When I set out to design the lab portions of my physics course, I asked a friend who is the physics professor at Pomona College in Claremont, CA, whether she found AP and community college students prepared to do lab work. I asked my home-schooled daughter whether she felt inadequately prepared to tackle physics when she took it as a freshman at Swarthmore College. From their answers, I concluded that my daughter was actually better prepared to do real physics research than many students in "properly-equipped" labs. As a result of her homeschool preparation and her freshman work in college, she was invited to participate in an internship at Los Alamos National Laboratory for two summers, where she did primary research on zeolite technology.
The pedagogical issue isn't access to equipment. Accuracy is important in science for research. At a high school or community college level, a student isn't doing research; a student is learning techniques. What is important is that the student understands what the equipment is actually measuring, so that he knows why he is making the measurement, what the limitations for accuracy are, what the data means, and how to evaluate and manipulate data to make an analysis that he understands. It's also important for the student to have hands-on access to the equipment.
Because of the pressures of crowded classes and efficient teaching, most lab books at the high school and community college level do "cook book science". Students work in groups with shared equipment. They follow procedurs that may or may not make sense; often only one student in each group actually does any equipment manipulation required. Another may read numbers off instruments that are essentially black boxes, and record data. Students usually perform calculations together (or rather, one student does the calculations and the rest copy those answers) and fill in blanks on a worksheet, or feed the data directly into a computer program. It's questionable whether most of the students in the lab group really understant what is going on. (These generalizations are born out by research done for Teaching Lab Science Courses Online, by Peter and Linda Jeschofnig.)

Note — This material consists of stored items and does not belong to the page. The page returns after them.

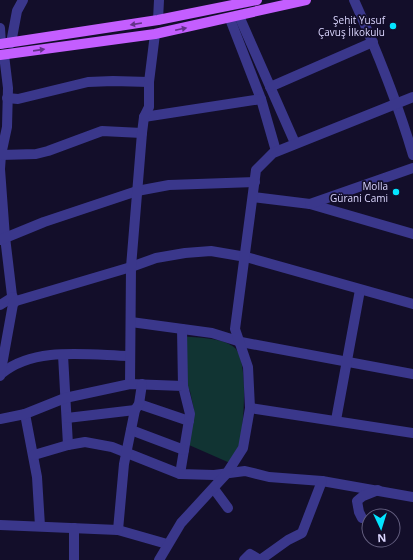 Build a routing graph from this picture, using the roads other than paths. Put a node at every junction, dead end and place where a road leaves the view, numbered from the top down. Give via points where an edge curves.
1 (23, 0) edge
2 (159, 0) edge
3 (306, 0) edge
4 (354, 0) edge
5 (246, 1) edge
6 (234, 17) junction
7 (158, 20) junction
8 (0, 28) edge
9 (155, 34) junction
10 (373, 42) junction
11 (4, 44) edge
12 (2, 55) edge
13 (149, 82) junction
14 (270, 87) junction
15 (4, 88) edge
16 (413, 97) edge
17 (7, 98) junction
18 (261, 99) junction
19 (398, 103) junction
20 (144, 117) junction
21 (142, 133) junction
22 (295, 143) junction
23 (276, 151) junction
24 (1, 155) edge
25 (413, 155) edge
26 (413, 168) edge
27 (0, 170) edge
28 (255, 182) junction
29 (137, 191) junction
30 (253, 197) junction
31 (310, 204) junction
32 (2, 209) edge
33 (413, 234) edge
34 (2, 238) edge
35 (246, 257) junction
36 (131, 267) junction
37 (360, 290) junction
38 (13, 301) junction
39 (413, 304) edge
40 (0, 305) edge
41 (131, 322) junction
42 (182, 329) junction
43 (4, 337) edge
44 (241, 342) junction
45 (63, 355) junction
46 (129, 356) junction
47 (346, 362) junction
48 (413, 374) edge
49 (0, 375) edge
50 (130, 384) junction
51 (142, 384) junction
52 (182, 386) junction
53 (65, 398) junction
54 (137, 407) junction
55 (250, 408) junction
56 (25, 414) junction
57 (67, 418) junction
58 (0, 419) edge
59 (336, 420) junction
60 (189, 421) junction
61 (131, 430) junction
62 (413, 433) edge
63 (68, 445) junction
64 (184, 450) junction
65 (127, 453) junction
66 (34, 456) junction
67 (227, 473) junction
68 (180, 474) junction
69 (322, 481) junction
70 (214, 489) junction
71 (378, 490) junction
72 (413, 497) edge
73 (228, 508) dead end
74 (361, 516) edge
75 (0, 525) edge
76 (40, 526) junction
77 (74, 528) junction
78 (118, 530) junction
79 (167, 544) junction
80 (74, 560) edge
81 (160, 560) edge
82 (244, 560) edge

1 - 11 street
2 - 7 street
3 - 6 main road
4 - 10 street
5 - 7 main road
9 -> 6 main road
6 - 14 street
6 - 18 street
7 -> 11 main road
8 - 11 street
12 -> 9 main road
9 - 13 street
10 - 14 street
10 - 19 street
12 - 15 street
13 - 17 street via 88,82 18,99
13 - 20 street via 149,107
14 - 22 street
15 - 17 street
16 - 19 street
17 - 24 street via 7,127
18 - 20 street
18 - 23 street
19 - 22 street
19 - 25 street
20 - 21 street
21 - 24 street via 102,130 36,154
21 - 29 street
22 - 23 street
23 - 28 street via 256,170
24 - 27 street
26 - 31 street
27 - 32 street
28 - 29 street via 169,184
28 - 30 street
29 - 34 street
29 - 36 street
30 - 31 street
30 - 35 street
31 - 33 street
32 - 34 street
34 - 38 street
35 - 36 street via 211,252 186,253 156,258
35 - 37 street
35 - 44 street via 236,329
36 - 38 street
36 - 41 street
37 - 39 street
37 - 47 street
38 - 40 street
38 - 43 street
41 - 42 street
41 - 46 street
42 - 44 street via 212,333
42 - 52 street
43 - 49 street
44 - 47 street
44 - 55 street via 248,367
45 - 46 street
45 - 49 street via 32,358
45 - 53 street
46 - 50 street
47 - 48 street
47 - 59 street
50 - 51 street
50 - 53 street
51 - 52 street
51 - 54 street
52 - 60 street via 190,414
53 - 56 street
53 - 57 street
54 - 57 street
54 - 60 street
54 - 61 street
55 - 59 street
55 - 67 street via 243,448
56 - 58 street
56 - 66 street
57 - 63 street
59 - 62 street
60 - 64 street
61 - 64 street
61 - 65 street
63 - 65 street via 85,442 112,447
63 - 66 street
64 - 68 street
65 - 68 street
65 - 78 street
66 - 76 street via 38,477
67 - 68 street via 214,476
67 - 69 street via 245,471 269,477
67 - 70 street
69 - 71 street
69 - 82 street via 302,532 260,560 250,554
70 - 73 street
70 - 79 street via 181,523
71 - 72 street
71 - 74 street via 357,501
75 - 76 street
76 - 77 street
77 - 78 street
77 - 80 street
78 - 79 street
79 - 81 street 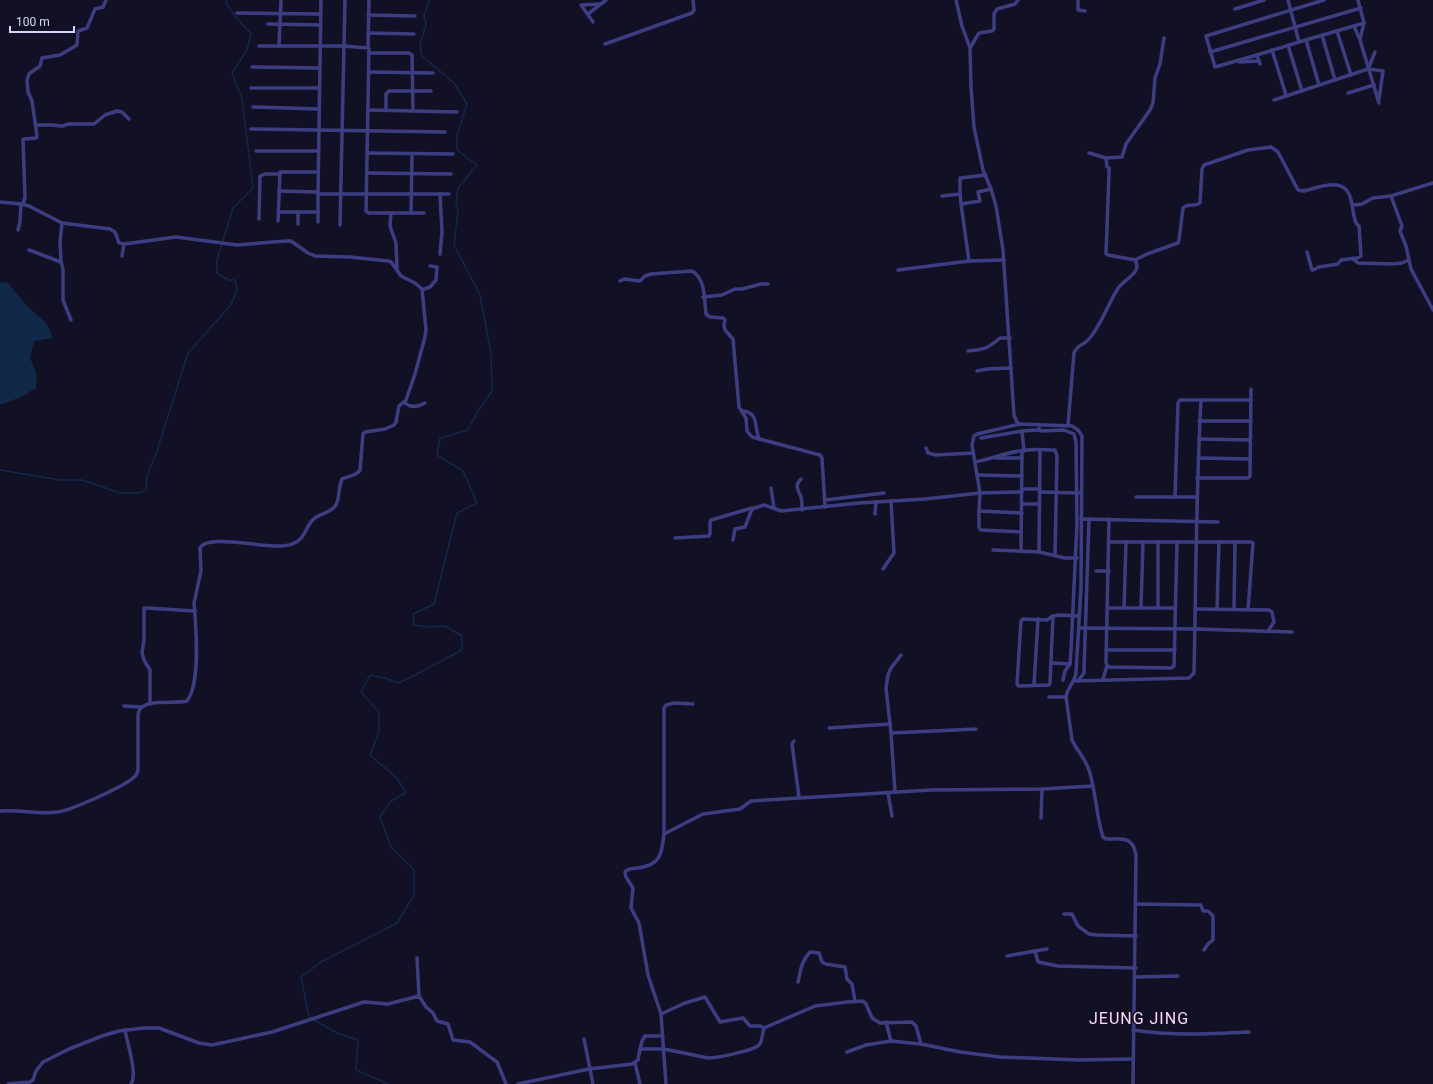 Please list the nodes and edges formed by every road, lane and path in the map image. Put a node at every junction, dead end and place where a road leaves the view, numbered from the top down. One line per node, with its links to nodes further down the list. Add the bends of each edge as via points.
1 (106, 0): 80 (street, via 103,7 95,9 87,28 78,31 77,44 60,55 42,58 40,66 29,74 27,85)
2 (281, 0): 21 (street)
3 (321, 0): 22 (street)
4 (345, 0): 45 (street)
5 (368, 0): 24 (street)
6 (606, 0): 15 (street)
7 (693, 0): 41 (street, via 692,13)
8 (956, 0): 48 (street)
9 (1018, 0): 48 (street, via 1015,4 997,9 994,14 994,29 980,33)
10 (1078, 0): 19 (street, via 1078,10)
11 (1264, 0): 17 (street)
12 (1288, 0): 18 (street)
13 (1324, 0): 18 (street)
14 (1358, 0): 16 (street)
15 (601, 4): 23 (street); 23 (street, via 581,5)
16 (1360, 8): 27 (street); 32 (street)
17 (1235, 9)
18 (1291, 10): 32 (street); 50 (street, via 1208,35 1206,38)
19 (1085, 11)
20 (238, 13): 21 (street)
21 (280, 13): 22 (street); 29 (street)
22 (320, 14): 30 (street)
23 (588, 14): 26 (street)
24 (368, 15): 25 (street); 34 (street)
25 (415, 16)
26 (593, 22)
27 (1364, 23): 31 (street); 39 (street)
28 (268, 24): 29 (street)
29 (280, 24): 30 (street); 44 (street)
30 (320, 25): 46 (street)
31 (1354, 26): 33 (street); 39 (street)
32 (1295, 27): 40 (street); 50 (street)
33 (1337, 31): 36 (street); 61 (street)
34 (368, 33): 35 (street); 47 (street)
35 (414, 34)
36 (1322, 35): 38 (street); 62 (street)
37 (1164, 38): 92 (street, via 1150,110 1126,144 1122,157)
38 (1306, 40): 40 (street); 63 (street)
39 (1360, 40): 57 (street)
40 (1299, 42): 42 (street)
41 (605, 44)
42 (1288, 45): 49 (street); 69 (street)
43 (260, 46): 44 (street)
44 (279, 46): 46 (street)
45 (343, 46): 46 (street); 47 (street); 83 (street)
46 (320, 47): 56 (street)
47 (368, 48): 52 (street)
48 (970, 48): 98 (street, via 974,127)
49 (1272, 50): 53 (street); 71 (street)
50 (1210, 52): 54 (street, via 1215,68)
51 (1375, 52): 57 (street)
52 (369, 53): 58 (street); 59 (street, via 411,54)
53 (1257, 55): 54 (street); 54 (street, via 1259,63)
54 (1234, 63)
55 (252, 67): 56 (street)
56 (319, 68): 66 (street)
57 (1368, 69): 61 (street); 64 (street); 64 (street, via 1383,72 1379,102)
58 (369, 72): 59 (street); 75 (street)
59 (413, 72): 60 (street); 67 (street)
60 (433, 73)
61 (1351, 75): 62 (street)
62 (1335, 80): 63 (street)
63 (1319, 85): 69 (street)
64 (1374, 85): 70 (street)
65 (251, 88): 66 (street)
66 (319, 88): 74 (street)
67 (413, 91): 68 (street); 76 (street, via 388,92); 77 (street)
68 (430, 91)
69 (1302, 91): 71 (street)
70 (1348, 93)
71 (1286, 95): 72 (street)
72 (1274, 100)
73 (253, 107): 74 (street)
74 (319, 109): 82 (street)
75 (368, 110): 76 (street); 84 (street)
76 (386, 110): 77 (street)
77 (413, 111): 78 (street)
78 (457, 112)
79 (129, 119): 80 (street, via 117,111 94,124)
80 (36, 125): 112 (street, via 37,137 23,140 25,197)
81 (251, 129): 82 (street)
82 (319, 130): 83 (street); 87 (street)
83 (343, 130): 84 (street); 104 (street)
84 (367, 130): 85 (street); 88 (street)
85 (445, 132)
86 (256, 151): 87 (street)
87 (319, 151): 93 (street)
88 (367, 153): 90 (street); 95 (street)
89 (1089, 153): 92 (street)
90 (412, 154): 91 (street); 96 (street)
91 (453, 154)
92 (1106, 158): 135 (street, via 1109,173 1106,254)
93 (318, 172): 94 (street, via 282,171); 102 (street)
94 (280, 174): 101 (street); 121 (street, via 260,176)
95 (367, 174): 96 (street); 103 (street)
96 (412, 174): 97 (street); 105 (street)
97 (451, 174)
98 (986, 175): 100 (street); 108 (street, via 960,178)
99 (1433, 184): 110 (street)
100 (992, 189): 113 (street, via 978,192 980,201); 134 (street)
101 (279, 191): 102 (street); 115 (street)
102 (318, 193): 104 (street); 117 (street)
103 (366, 193): 104 (street); 105 (street); 118 (street, via 367,212)
104 (341, 194): 126 (street)
105 (412, 194): 106 (street); 119 (street)
106 (440, 194): 107 (street); 131 (street)
107 (449, 194)
108 (960, 194): 109 (street); 113 (street)
109 (942, 196)
110 (1390, 196): 114 (street, via 1373,198 1362,204); 136 (street, via 1402,226 1400,231)
111 (0, 202): 112 (street)
112 (22, 204): 124 (street); 127 (street)
113 (961, 204): 137 (street)
114 (1353, 205): 133 (street, via 1356,224 1359,226 1362,254 1360,257); 135 (street, via 1347,191 1341,186 1298,190 1278,152 1271,147 1248,150 1204,165 1200,203 1187,205 1182,209 1178,243)
115 (279, 212): 116 (street); 122 (street)
116 (298, 212): 117 (street); 125 (street)
117 (318, 212): 123 (street)
118 (391, 213): 119 (street); 140 (street, via 390,226 396,243)
119 (411, 213): 120 (street)
120 (424, 214)
121 (260, 220)
122 (278, 221)
123 (318, 222)
124 (62, 223): 128 (street, via 110,229 115,232 119,243); 138 (street)
125 (298, 224)
126 (340, 225)
127 (18, 230)
128 (124, 244): 132 (street); 140 (street, via 176,237 237,245 291,241 311,255 388,261)
129 (29, 250): 138 (street)
130 (1307, 252): 133 (street, via 1312,270)
131 (440, 254)
132 (122, 256)
133 (1352, 258): 136 (street, via 1358,262 1392,264)
134 (1004, 260): 137 (street); 148 (street)
135 (1136, 260): 162 (street, via 1135,272 1120,286 1090,337 1075,349)
136 (1409, 260): 146 (street, via 1411,269)
137 (969, 261): 141 (street)
138 (61, 262): 147 (street, via 63,300)
139 (430, 266): 144 (street, via 437,267 436,280 430,287)
140 (397, 270): 144 (street, via 401,276)
141 (898, 270)
142 (620, 281): 145 (street, via 640,281 651,274 692,271 701,280)
143 (768, 284): 145 (street)
144 (422, 290): 155 (street, via 426,337)
145 (704, 297): 157 (street, via 706,314 710,317 724,318 725,330 733,339 738,407)
146 (1433, 310)
147 (71, 320)
148 (1010, 338): 149 (street, via 1000,338 986,348); 150 (street)
149 (968, 351)
150 (1011, 368): 151 (street); 160 (street, via 1014,415)
151 (976, 372)
152 (1251, 389): 154 (street)
153 (1200, 400): 154 (street); 158 (street); 191 (street, via 1180,400 1178,403)
154 (1251, 400): 159 (street)
155 (404, 402): 156 (street, via 415,407); 243 (street, via 399,406 394,425 363,434 359,472 342,479 338,502 334,508 315,518 297,542 286,546 207,542 201,546 201,571 195,595)
156 (425, 403)
157 (741, 412): 166 (street, via 746,418 749,434); 166 (street, via 754,417)
158 (1200, 421): 159 (street); 167 (street)
159 (1251, 421): 168 (street)
160 (1020, 424): 161 (street); 172 (street, via 977,434 972,441)
161 (1039, 425): 162 (street); 163 (street)
162 (1068, 425): 189 (street, via 1082,436)
163 (1038, 430): 164 (street); 188 (street, via 1067,431 1075,436)
164 (1022, 431): 165 (street); 171 (street)
165 (981, 438)
166 (759, 439): 193 (street, via 820,456)
167 (1199, 439): 168 (street); 175 (street)
168 (1250, 440): 176 (street)
169 (926, 448): 172 (street, via 928,453 936,456)
170 (1040, 450): 171 (street); 184 (street); 187 (street, via 1057,452)
171 (1023, 451): 173 (street); 174 (street)
172 (973, 453): 177 (street)
173 (993, 458): 174 (street); 177 (street)
174 (1022, 458): 179 (street)
175 (1198, 458): 176 (street); 180 (street)
176 (1250, 459): 180 (street, via 1248,478)
177 (975, 462): 178 (street)
178 (977, 475): 179 (street); 186 (street)
179 (1022, 476): 183 (street)
180 (1197, 478): 192 (street)
181 (801, 479): 201 (street, via 797,488 802,498)
182 (771, 488): 200 (street)
183 (1022, 491): 184 (street); 186 (street); 196 (street)
184 (1040, 491): 187 (street); 197 (street)
185 (884, 493): 193 (street)
186 (980, 493): 194 (street); 202 (street)
187 (1056, 493): 188 (street); 226 (street)
188 (1077, 493): 189 (street); 210 (street)
189 (1082, 493): 205 (street)
190 (1136, 497): 191 (street)
191 (1175, 497): 192 (street)
192 (1196, 497): 208 (street)
193 (825, 500): 199 (street)
194 (891, 501): 195 (street); 231 (street, via 894,553)
195 (876, 502): 199 (street); 204 (street)
196 (1022, 504): 197 (street); 203 (street)
197 (1040, 504): 225 (street)
198 (755, 507): 200 (street, via 764,505); 213 (street, via 711,520 709,536); 214 (street, via 745,527 735,529)
199 (825, 507): 201 (street)
200 (774, 508): 201 (street, via 781,511)
201 (802, 510)
202 (980, 511): 203 (street); 212 (street, via 980,530)
203 (1022, 513): 212 (street)
204 (875, 514)
205 (1081, 519): 206 (street); 211 (street)
206 (1089, 519): 207 (street); 230 (street)
207 (1109, 520): 208 (street); 215 (street)
208 (1197, 521): 209 (street); 220 (street)
209 (1218, 522)
210 (1077, 524): 211 (street); 227 (street)
211 (1081, 524): 228 (street)
212 (1021, 532): 224 (street)
213 (675, 538)
214 (733, 540)
215 (1109, 542): 216 (street); 233 (street)
216 (1126, 542): 217 (street); 235 (street)
217 (1143, 542): 218 (street); 236 (street)
218 (1158, 542): 219 (street); 237 (street)
219 (1177, 542): 220 (street); 238 (street)
220 (1197, 542): 221 (street); 239 (street)
221 (1219, 542): 222 (street); 240 (street)
222 (1235, 542): 241 (street); 242 (street, via 1250,542 1254,546)
223 (993, 550): 224 (street)
224 (1021, 551): 225 (street)
225 (1039, 552): 226 (street)
226 (1055, 555): 227 (street)
227 (1076, 558): 228 (street); 245 (street)
228 (1081, 558): 229 (street)
229 (1081, 563): 230 (street); 246 (street)
230 (1087, 563): 249 (street)
231 (883, 569)
232 (1096, 570): 233 (street)
233 (1109, 570): 234 (street)
234 (1108, 608): 235 (street); 250 (street)
235 (1124, 608): 236 (street)
236 (1141, 608): 237 (street)
237 (1158, 608): 238 (street)
238 (1175, 608): 251 (street)
239 (1195, 609): 240 (street); 252 (street)
240 (1217, 609): 241 (street)
241 (1234, 610): 242 (street)
242 (1248, 610): 253 (street, via 1272,612 1274,622)
243 (195, 611): 269 (street, via 196,676 190,698 184,702); 269 (street, via 144,608 142,653 150,670)
244 (1053, 616): 245 (street); 247 (street, via 1047,620); 260 (street)
245 (1073, 616): 246 (street); 255 (street)
246 (1079, 616): 248 (street)
247 (1038, 619): 266 (street); 266 (street, via 1021,621 1019,639 1017,684)
248 (1079, 628): 249 (street); 256 (street)
249 (1085, 628): 250 (street); 265 (street, via 1084,673)
250 (1107, 628): 251 (street); 257 (street)
251 (1175, 629): 252 (street); 258 (street)
252 (1195, 629): 253 (street); 263 (street, via 1192,677)
253 (1268, 631): 254 (street)
254 (1292, 632)
255 (1072, 633): 256 (street); 261 (street)
256 (1078, 633): 265 (street)
257 (1106, 650): 258 (street); 262 (street)
258 (1175, 650): 262 (street, via 1174,666 1170,668)
259 (901, 655): 273 (street, via 888,674 886,688)
260 (1052, 663): 261 (street); 266 (street, via 1050,684)
261 (1070, 664): 264 (street)
262 (1106, 666): 263 (street)
263 (1103, 679): 265 (street)
264 (1063, 680)
265 (1076, 681): 268 (street, via 1068,689)
266 (1034, 685)
267 (1049, 697): 268 (street)
268 (1066, 697): 278 (street, via 1072,740 1084,759)
269 (150, 704): 272 (street)
270 (693, 704): 286 (street, via 674,703 664,708)
271 (124, 706): 272 (street)
272 (142, 707): 283 (street, via 138,717 138,770 135,777 99,797 59,812)
273 (890, 724): 274 (street); 276 (street)
274 (829, 728)
275 (976, 729): 276 (street)
276 (891, 733): 280 (street)
277 (794, 741): 282 (street, via 792,744)
278 (1093, 786): 279 (street); 287 (street, via 1103,837 1127,840 1135,848)
279 (1042, 789): 280 (street); 285 (street)
280 (895, 792): 281 (street)
281 (888, 793): 282 (street); 284 (street)
282 (799, 797): 286 (street, via 751,801 740,809 706,813)
283 (1, 812)
284 (892, 816)
285 (1041, 818)
286 (664, 834): 301 (street, via 662,851 657,860 625,872 633,888 631,908 639,923 648,975)
287 (1136, 904): 289 (street); 291 (street, via 1201,905 1203,911 1208,911 1213,916 1213,940)
288 (1064, 914): 289 (street, via 1072,914 1078,926 1089,934)
289 (1136, 936): 295 (street)
290 (1047, 949): 292 (street)
291 (1204, 950)
292 (1035, 951): 293 (street); 295 (street, via 1038,962 1058,966)
293 (1007, 956)
294 (417, 958): 299 (street)
295 (1136, 968): 297 (street)
296 (1178, 976): 297 (street)
297 (1135, 977): 305 (street)
298 (798, 982): 300 (street, via 804,959 810,952 819,953 823,963 845,967)
299 (419, 996): 304 (street, via 388,1004 364,1002 272,1032 212,1045 199,1044 159,1028); 319 (street, via 437,1021 448,1025 453,1040 470,1042 496,1062)
300 (855, 1001): 302 (street, via 863,1001 866,1004 875,1021); 303 (street, via 815,1006)
301 (661, 1014): 303 (street, via 705,997 720,1022 743,1018 750,1026); 307 (street)
302 (886, 1022): 309 (street); 310 (street, via 914,1023)
303 (764, 1028): 312 (street, via 761,1042 756,1048 715,1058)
304 (125, 1030): 317 (street, via 102,1036 43,1062 30,1082); 318 (street, via 133,1068 134,1080)
305 (1133, 1030): 306 (street, via 1185,1035); 314 (street)
306 (1249, 1032)
307 (663, 1036): 311 (street, via 645,1036); 312 (street)
308 (584, 1039): 316 (street)
309 (891, 1041): 310 (street); 313 (street, via 866,1045)
310 (921, 1044): 314 (street, via 1000,1057)
311 (640, 1049): 312 (street); 315 (street)
312 (664, 1049): 323 (street)
313 (847, 1052)
314 (1134, 1059): 324 (street)
315 (635, 1063): 316 (street); 322 (street)
316 (589, 1069): 320 (street); 321 (street)
317 (8, 1084)
318 (131, 1084)
319 (506, 1084)
320 (518, 1084)
321 (592, 1084)
322 (640, 1084)
323 (666, 1084)
324 (1134, 1084)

The lab work Scholars Online students do for Physics, Chemistry, and Biology courses has been designed to give students a challenging lab experience that is not merely equivalent to a high school lab course or the AP lab requirements for the subject, but which takes advantage of the homeschool environment to proved a better lab experience. Most labs require students to design their own experiments, consider the cost and availability of equipment and materials, and pay attention to safety requirements — much as a professional scientist would do working on a grant. This is a level of experimental work that most high school and community college students never have a chance to perform.